On music and asymmetrical encryption keys…


I’ve been reading this really interesting article at Hack the Planet: “Route around the labels”, which describes a form of voluntary payment scheme for MP3s. To be honest, I’ve read it a couple of times and some of the technical aspects escape me (I’m tired, OK?).

Anyway, I was thinking about it, and it occurred to me that I couldn’t see why this system couldn’t be adapted to preserve copyright integrity and get people to pay for music. I know a lot of people don’t like this idea, but in the whole Napster vs Metallica debate, I have to confess I think I’m somewhere in the middle.

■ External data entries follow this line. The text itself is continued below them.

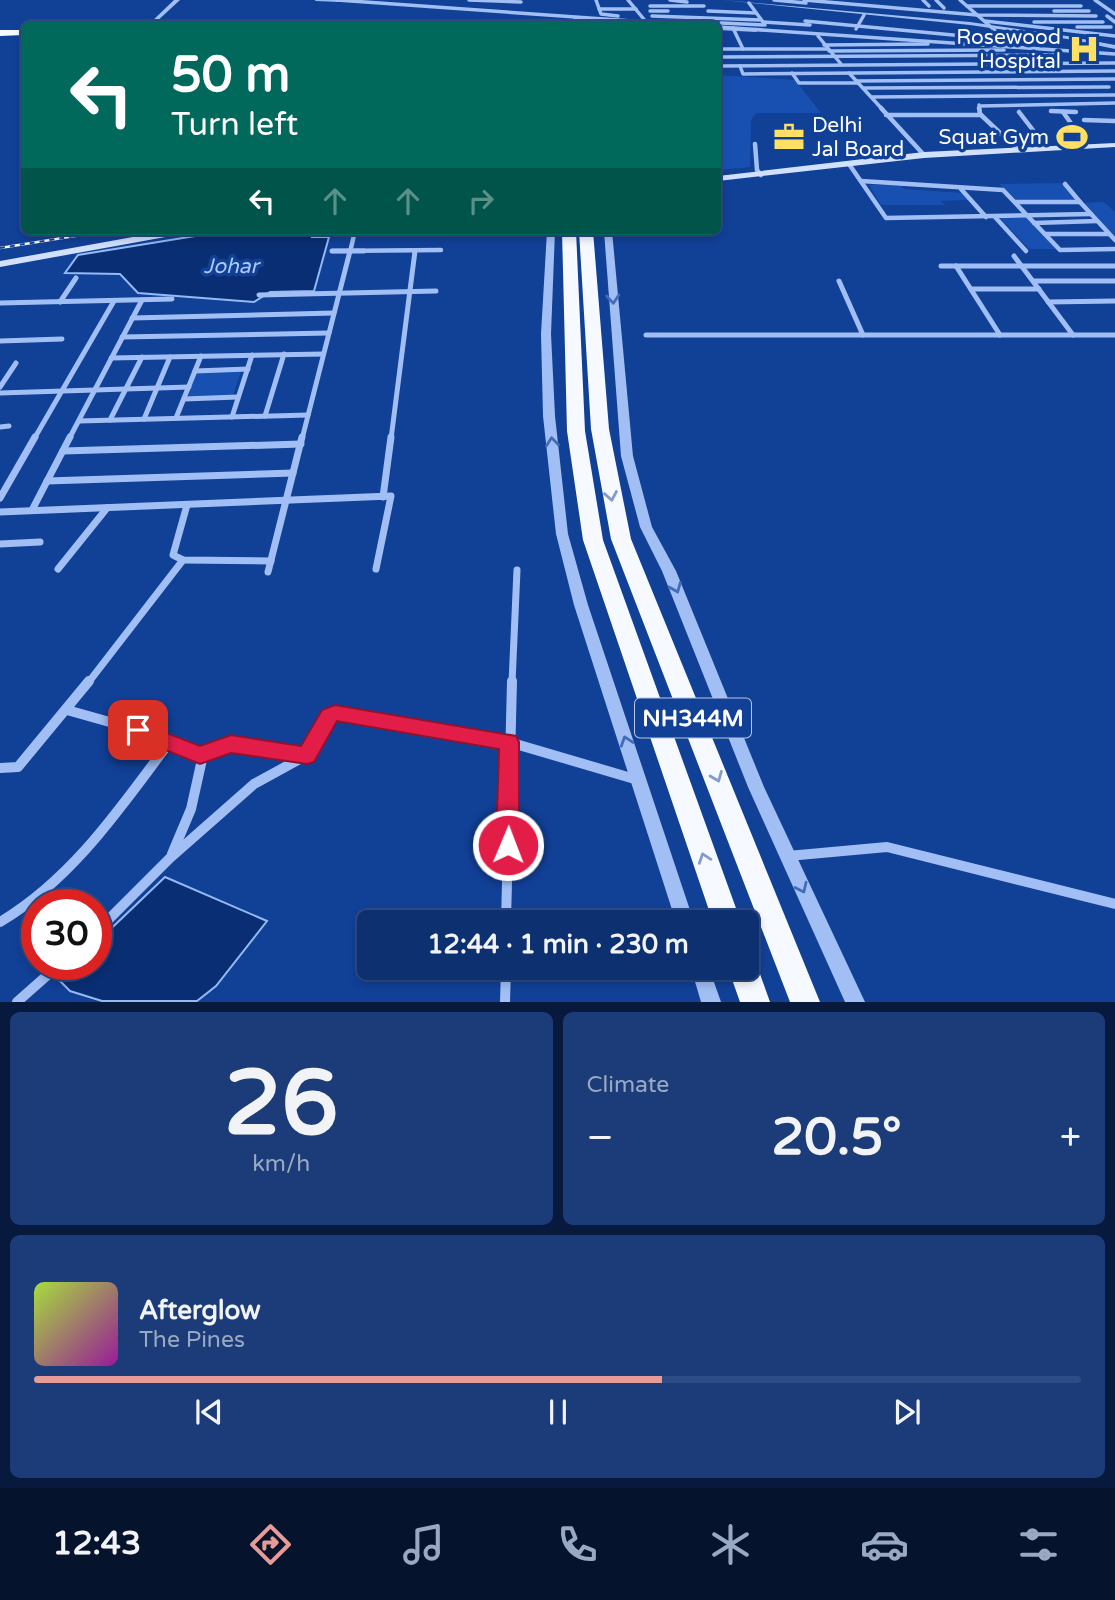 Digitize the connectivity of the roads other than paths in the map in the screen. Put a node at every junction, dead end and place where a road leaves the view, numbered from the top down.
1 (177, 0) edge
2 (337, 0) edge
3 (347, 0) edge
4 (470, 0) edge
5 (596, 0) edge
6 (628, 0) edge
7 (649, 0) edge
8 (670, 0) edge
9 (726, 0) edge
10 (774, 0) edge
11 (804, 0) edge
12 (858, 0) edge
13 (865, 0) edge
14 (901, 0) edge
15 (923, 0) edge
16 (936, 0) edge
17 (960, 0) edge
18 (1073, 0) edge
19 (1095, 0) edge
20 (488, 1) edge
21 (510, 1) edge
22 (883, 1) edge
23 (521, 2) dead end
24 (784, 2) edge
25 (749, 3) junction
26 (534, 4) dead end
27 (929, 6) junction
28 (967, 6) junction
29 (1081, 6) junction
30 (465, 8) junction
31 (944, 8) junction
32 (599, 9) junction
33 (636, 9) junction
34 (483, 10) junction
35 (693, 11) dead end
36 (708, 11) dead end
37 (903, 11) junction
38 (972, 11) junction
39 (1089, 11) junction
40 (756, 13) junction
41 (530, 14) junction
42 (652, 15) edge
43 (977, 15) junction
44 (1115, 15) edge
45 (1096, 16) junction
46 (643, 18) junction
47 (823, 18) dead end
48 (712, 20) dead end
49 (805, 20) dead end
50 (154, 21) edge
51 (621, 21) edge
52 (645, 21) edge
53 (798, 21) dead end
54 (985, 21) junction
55 (1002, 22) junction
56 (1103, 22) junction
57 (1115, 22) edge
58 (721, 23) dead end
59 (763, 23) junction
60 (1042, 27) junction
61 (992, 28) junction
62 (1113, 28) edge
63 (721, 29) edge
64 (733, 30) junction
65 (856, 30) junction
66 (772, 32) junction
67 (1088, 33) junction
68 (0, 35) edge
69 (21, 35) edge
70 (816, 36) junction
71 (922, 36) dead end
72 (1000, 36) junction
73 (1115, 36) edge
74 (1006, 40) junction
75 (928, 43) junction
76 (940, 43) junction
77 (1105, 45) junction
78 (1115, 47) edge
79 (826, 48) junction
80 (1014, 48) junction
81 (721, 49) edge
82 (743, 49) junction
83 (784, 49) junction
84 (943, 50) junction
85 (1115, 54) edge
86 (947, 55) junction
87 (1021, 55) junction
88 (1058, 55) dead end
89 (833, 56) junction
90 (721, 57) edge
91 (1115, 63) edge
92 (841, 64) junction
93 (952, 64) junction
94 (1029, 64) junction
95 (740, 65) junction
96 (721, 66) edge
97 (957, 71) junction
98 (1115, 71) edge
99 (1038, 72) junction
100 (849, 73) junction
101 (792, 74) junction
102 (1102, 79) junction
103 (1115, 79) edge
104 (962, 80) junction
105 (1046, 80) junction
106 (858, 82) junction
107 (1050, 87) junction
108 (1109, 87) junction
109 (864, 88) junction
110 (967, 88) junction
111 (1115, 95) edge
112 (1054, 96) junction
113 (872, 97) junction
114 (974, 98) junction
115 (1115, 103) edge
116 (1058, 104) junction
117 (980, 106) junction
118 (1051, 111) dead end
119 (1019, 112) dead end
120 (1063, 112) junction
121 (1076, 112) dead end
122 (886, 115) junction
123 (981, 115) junction
124 (1084, 120) dead end
125 (1112, 121) edge
126 (1115, 128) edge
127 (755, 144) dead end
128 (1087, 146) junction
129 (1046, 147) junction
130 (1115, 147) edge
131 (1016, 148) junction
132 (924, 155) junction
133 (851, 167) junction
134 (761, 175) junction
135 (861, 181) junction
136 (721, 182) edge
137 (721, 182) edge
138 (1065, 184) dead end
139 (961, 189) junction
140 (1014, 202) junction
141 (1080, 202) junction
142 (1091, 214) junction
143 (1028, 216) junction
144 (986, 217) junction
145 (995, 217) junction
146 (1097, 221) junction
147 (1034, 223) junction
148 (1045, 234) junction
149 (1109, 234) junction
150 (128, 235) edge
151 (160, 235) edge
152 (354, 235) edge
153 (551, 235) edge
154 (569, 235) edge
155 (586, 235) edge
156 (608, 235) edge
157 (1115, 240) edge
158 (1115, 249) edge
159 (441, 250) dead end
160 (331, 251) dead end
161 (349, 251) junction
162 (415, 251) junction
163 (1026, 251) dead end
164 (0, 254) edge
165 (1014, 256) dead end
166 (0, 264) edge
167 (941, 266) dead end
168 (956, 266) junction
169 (1021, 266) junction
170 (1115, 266) edge
171 (76, 278) dead end
172 (839, 281) dead end
173 (1034, 281) junction
174 (1115, 281) edge
175 (971, 289) junction
176 (1039, 289) junction
177 (436, 291) dead end
178 (409, 292) junction
179 (339, 293) junction
180 (259, 295) dead end
181 (172, 299) dead end
182 (142, 300) junction
183 (114, 301) junction
184 (1115, 301) edge
185 (60, 302) junction
186 (1048, 302) junction
187 (0, 303) edge
188 (334, 313) junction
189 (132, 318) junction
190 (329, 333) junction
191 (646, 335) dead end
192 (863, 335) junction
193 (1000, 335) junction
194 (1073, 335) junction
195 (1115, 335) edge
196 (122, 337) junction
197 (62, 339) dead end
198 (0, 341) edge
199 (284, 354) junction
200 (323, 354) junction
201 (252, 355) junction
202 (201, 356) junction
203 (142, 357) junction
204 (170, 357) junction
205 (111, 358) junction
206 (16, 363) dead end
207 (247, 369) junction
208 (195, 371) junction
209 (0, 387) edge
210 (189, 387) junction
211 (157, 388) junction
212 (126, 389) junction
213 (95, 390) junction
214 (62, 391) junction
215 (0, 393) edge
216 (239, 397) junction
217 (184, 398) junction
218 (308, 415) junction
219 (265, 416) junction
220 (232, 417) junction
221 (176, 418) junction
222 (144, 419) junction
223 (110, 420) junction
224 (79, 421) junction
225 (9, 426) dead end
226 (0, 427) edge
227 (588, 430) junction
228 (300, 444) junction
229 (63, 451) junction
230 (293, 473) junction
231 (47, 481) junction
232 (383, 497) junction
233 (0, 498) edge
234 (286, 500) junction
235 (187, 505) junction
236 (107, 508) junction
237 (32, 510) junction
238 (0, 512) edge
239 (40, 542) dead end
240 (0, 544) edge
241 (183, 560) junction
242 (271, 561) junction
243 (58, 569) dead end
244 (376, 569) dead end
245 (517, 570) dead end
246 (268, 572) dead end
247 (67, 710) junction
248 (509, 742) junction
249 (168, 744) junction
250 (202, 755) junction
251 (307, 755) junction
252 (0, 768) edge
253 (639, 780) junction
254 (787, 857) junction
255 (170, 858) junction
256 (1115, 904) edge
257 (506, 910) edge
258 (681, 910) edge
259 (723, 910) edge
260 (112, 917) edge
261 (0, 922) edge
262 (42, 980) edge
263 (506, 980) edge
264 (704, 980) edge
265 (747, 980) edge
266 (17, 1002) edge
267 (505, 1002) edge
268 (711, 1002) edge
269 (755, 1002) edge
270 (805, 1002) edge
271 (855, 1002) edge

1 - 50 street
2 - 3 street
3 - 30 street
4 - 20 street
4 - 30 street
5 - 32 street
6 - 33 street
7 - 42 street
8 - 42 street
9 - 25 street
10 - 24 street
11 - 37 street
12 - 13 street
13 - 22 street
14 - 37 street
15 - 27 street
16 - 31 street
17 - 28 street
18 - 29 street
19 - 44 street
20 - 21 street
20 - 34 street
21 - 23 street
22 - 37 street
24 - 25 street
24 - 37 street
24 - 65 street
25 - 40 street
26 - 41 street
27 - 31 street
27 - 37 street
28 - 29 street
28 - 38 street
29 - 39 street
30 - 34 street
31 - 38 street
32 - 33 street
32 - 46 street
33 - 46 street
34 - 41 street
35 - 42 street
36 - 40 street
37 - 43 street
37 - 61 street
37 - 65 street
38 - 39 street
38 - 43 street
39 - 45 street
40 - 59 street
41 - 51 street
42 - 48 street
42 - 59 street
43 - 45 street
43 - 54 street
44 - 57 street
45 - 56 street
46 - 52 street
47 - 65 street
49 - 65 street
53 - 59 street
54 - 55 street
54 - 61 street
55 - 56 street
55 - 60 street
56 - 62 street
58 - 59 street
59 - 65 street
59 - 66 street
60 - 62 street
60 - 67 street
61 - 72 street
61 - 77 street
63 - 64 street
64 - 66 street
64 - 82 street
65 - 66 street
65 - 70 street
65 - 71 street
65 - 72 street
65 - 74 street
65 - 75 street
65 - 76 street
66 - 70 street
66 - 83 street
67 - 73 street
67 - 77 street
68 - 69 highway
70 - 79 street
72 - 74 street
74 - 80 street
75 - 76 street
75 - 79 street
76 - 80 street
76 - 84 street
77 - 78 street
79 - 83 street
79 - 84 street
79 - 89 street
80 - 84 street
80 - 85 street
80 - 87 street
81 - 82 street
82 - 83 street
84 - 86 street
86 - 87 street
86 - 89 street
86 - 93 street
87 - 88 street
87 - 94 street
89 - 90 street
89 - 92 street
91 - 94 street
92 - 93 street
92 - 95 street
92 - 100 street
93 - 94 street
93 - 97 street
94 - 99 street
95 - 96 street
95 - 101 street
97 - 99 street
97 - 100 street
97 - 104 street
98 - 99 street
99 - 105 street
100 - 101 street
100 - 106 street
101 - 106 street
102 - 103 street
102 - 105 street
102 - 108 street
104 - 105 street
104 - 106 street
104 - 110 street
105 - 107 street
106 - 109 street
107 - 108 street
107 - 110 street
107 - 112 street
108 - 111 street
109 - 110 street
109 - 113 street
110 - 114 street
111 - 112 street
112 - 114 street
112 - 116 street
113 - 114 street
113 - 122 street
114 - 117 street
115 - 116 street
116 - 117 street
117 - 123 street
118 - 120 street
119 - 129 street
120 - 121 street
120 - 128 street
122 - 123 street
122 - 132 street
123 - 131 street
124 - 125 street
125 - 126 street
127 - 134 street
128 - 129 main road
128 - 130 main road
129 - 131 main road
130 - 133 main road
131 - 132 main road
132 - 133 main road
133 - 134 main road
133 - 135 street
133 - 137 main road
134 - 136 main road
135 - 139 street
135 - 144 street
138 - 141 street
139 - 140 street
139 - 144 street
140 - 141 street
140 - 143 street
141 - 142 street
142 - 143 street
142 - 146 street
143 - 145 street
143 - 147 street
144 - 145 street
145 - 163 street
146 - 147 street
146 - 149 street
147 - 148 street
148 - 149 street
148 - 158 street
149 - 157 street
150 - 164 main road
151 - 166 main road
152 - 161 street
253 -> 153 street
154 - 227 highway, NH344M
155 - 227 highway, NH344M
156 -> 254 street
159 - 162 street
160 - 161 street
161 - 162 street
161 - 179 street
162 - 178 street
165 - 169 street
167 - 168 street
168 - 169 street
168 - 175 street
169 - 170 street
169 - 173 street
171 - 185 street
172 - 192 street
173 - 174 street
173 - 176 street
175 - 176 street
175 - 193 street
176 - 186 street
177 - 178 street
178 - 179 street
178 - 232 street
179 - 180 street
179 - 188 street
181 - 182 street
182 - 183 street
182 - 189 street
183 - 185 street
183 - 214 street
184 - 186 street
185 - 187 street
186 - 194 street
188 - 189 street
188 - 190 street
189 - 196 street
190 - 196 street
190 - 200 street
191 - 192 street
192 - 193 street
193 - 194 street
194 - 195 street
196 - 205 street
197 - 198 street
199 - 200 street
199 - 201 street
199 - 219 street
200 - 218 street
201 - 202 street
201 - 207 street
202 - 204 street
202 - 208 street
203 - 204 street
203 - 205 street
203 - 212 street
204 - 211 street
205 - 213 street
206 - 209 street
207 - 208 street
207 - 216 street
208 - 210 street
210 - 211 street
210 - 217 street
211 - 212 street
211 - 222 street
212 - 213 street
212 - 223 street
213 - 214 street
213 - 224 street
214 - 215 street
214 - 233 street
216 - 217 street
216 - 220 street
217 - 221 street
218 - 219 street
218 - 228 street
219 - 220 street
220 - 221 street
221 - 222 street
222 - 223 street
223 - 224 street
224 - 229 street
225 - 226 street
259 -> 227 highway, NH344M
227 -> 270 highway, NH344M
228 - 229 street
228 - 230 street
229 - 231 street
230 - 231 street
230 - 234 street
231 - 237 street
232 - 234 street
232 - 244 street
234 - 235 street
234 - 242 street
235 - 236 street
235 - 241 street
236 - 237 street
236 - 243 street
237 - 238 street
239 - 240 street
241 - 242 street
241 - 247 street
242 - 246 street
245 - 248 street
247 - 249 street
247 - 252 street
248 - 251 street
248 - 253 street
248 - 257 street
249 - 250 street
249 - 261 street
250 - 251 street
250 - 255 street
251 - 255 street
253 - 258 street
254 - 256 street
254 -> 271 street
255 - 260 street
262 - 266 street
263 - 267 street
264 - 268 street
265 - 269 highway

Let me go into a little detail about my idea (which isn’t that different from the one at Hack the Planet, I fear). Imagine a company that sells/distributes decent, trusted encryption software – say for example PGP. If they wanted to, they could produce a PGP enabled MP3 player, which decrypted on the fly. The individual puts their public “PGMP3″ key into a PGMP3 server. Then when they select an MP3 they want to download, it is encrypted according to their public key, sent to them and can only be listened to on the PGMP3 player which contains their private key.


  • What if you want to listen to them on more than one computer?
    As long as you have your own private key, you can put it on whatever piece of software/players you like. However since the MP3 is encoded using your public key, ONLY software/players with your private key in them will be able to play it.
  • What’s to stop people disseminating private keys?
    You make the private key like the PIN number of a bank account – the private key is generated for you when you sign up to buy music from a record company. This is attached to your user name, which uses that 1-Click nonsense to allow you to buy the music you want. The crucial part is that you have to give a credit card number when you get the private key and you can only buy stuff using it as well. Thus if your private key is gone, anyone can buy music using your credit card. That’ll discourage people.

I mean – there are probably considerable technical issues I’ve neglected here, but it seems like a pretty reasonable and basic idea to me. Opinions?